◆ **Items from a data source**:
####################
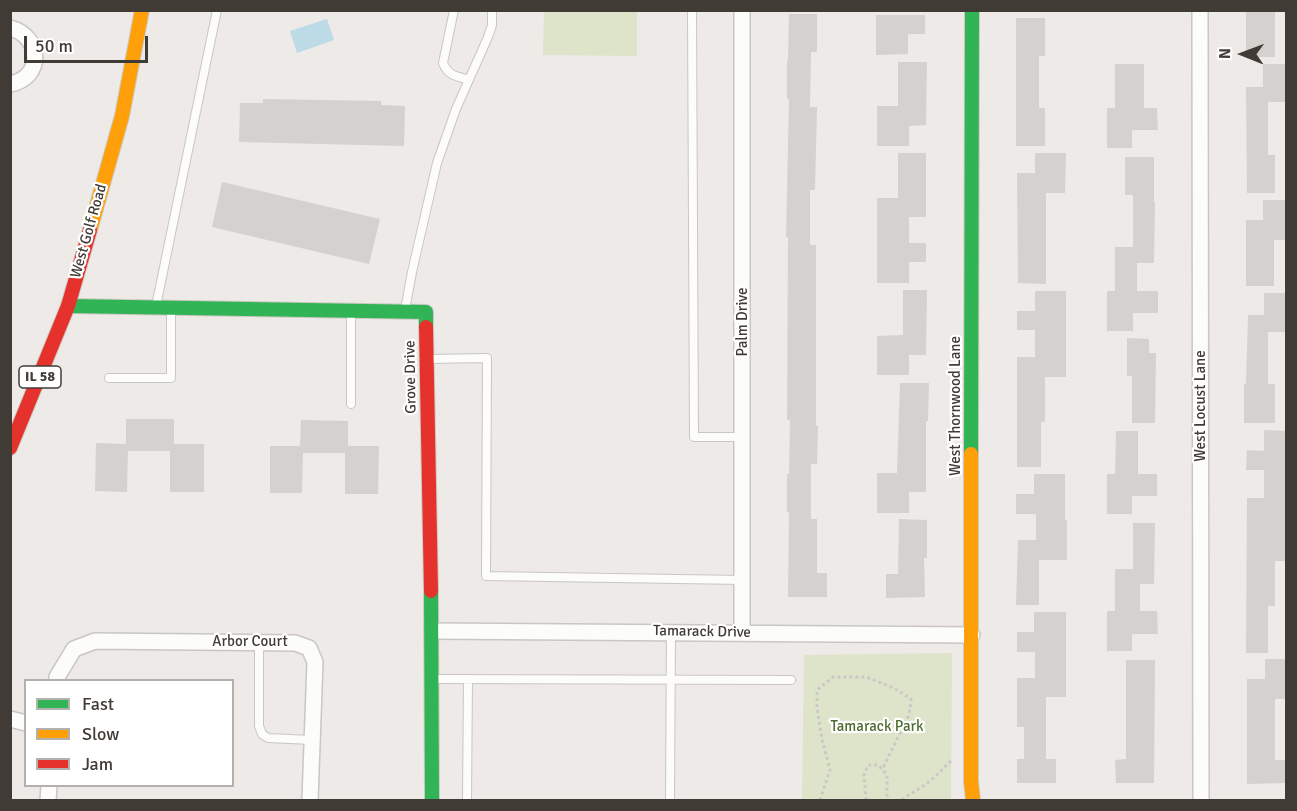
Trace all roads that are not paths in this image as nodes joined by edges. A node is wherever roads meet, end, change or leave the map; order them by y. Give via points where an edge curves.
1 (142, 10) edge
2 (217, 10) edge
3 (454, 10) edge
4 (492, 10) edge
5 (692, 10) edge
6 (742, 10) edge
7 (972, 10) edge
8 (1200, 10) edge
9 (10, 28) edge
10 (469, 80) junction
11 (10, 84) edge
12 (68, 306) junction
13 (155, 307) junction
14 (171, 308) junction
15 (351, 311) junction
16 (405, 312) junction
17 (428, 359) junction
18 (109, 378) dead end
19 (351, 404) dead end
20 (742, 437) junction
21 (11, 445) edge
22 (742, 580) junction
23 (432, 631) junction
24 (671, 632) junction
25 (742, 633) junction
26 (972, 635) junction
27 (259, 643) junction
28 (57, 679) edge
29 (432, 679) junction
30 (468, 679) junction
31 (671, 680) junction
32 (791, 680) dead end
33 (312, 740) junction
34 (310, 801) edge
35 (432, 801) edge
36 (467, 801) edge
37 (670, 801) edge
38 (973, 801) edge
39 (1201, 801) edge

1 - 12 street, West Golf Road / IL 58 via 122,116
2 - 13 lane
3 - 10 lane via 443,63 450,74
4 - 10 lane via 492,25
5 - 20 lane via 694,437
6 - 20 street, Palm Drive
7 - 26 street, West Thornwood Lane
8 - 39 street, West Locust Lane
9 - 11 street via 28,38 35,55 24,79
10 - 16 lane via 437,163
12 - 13 street, Grove Drive
12 - 21 street, West Golf Road / IL 58
13 - 14 street, Grove Drive
14 - 15 street, Grove Drive
14 - 18 lane via 171,378
15 - 16 street, Grove Drive
15 - 19 lane
16 - 17 street, Grove Drive via 426,312
17 - 22 lane via 486,358 486,576
17 - 23 street, Grove Drive
20 - 22 street, Palm Drive
22 - 25 street, Palm Drive
23 - 24 street, Tamarack Drive
23 - 29 street, Grove Drive
24 - 25 street, Tamarack Drive
24 - 31 lane
25 - 26 street, Tamarack Drive
26 - 38 street, West Thornwood Lane
27 - 28 street, Arbor Court via 95,641 74,649
27 - 33 lane via 262,734 268,738
27 - 33 street, Arbor Court via 295,643 309,648 315,662
29 - 30 lane
29 - 35 street, Grove Drive
30 - 31 lane
30 - 36 lane
31 - 32 lane
31 - 37 lane
33 - 34 street, Arbor Court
####################
◆ **Exercise brief**: Write out every line of the entries that holds the word "Thornwood".

◆ **Answer below**:
7 - 26 street, West Thornwood Lane
26 - 38 street, West Thornwood Lane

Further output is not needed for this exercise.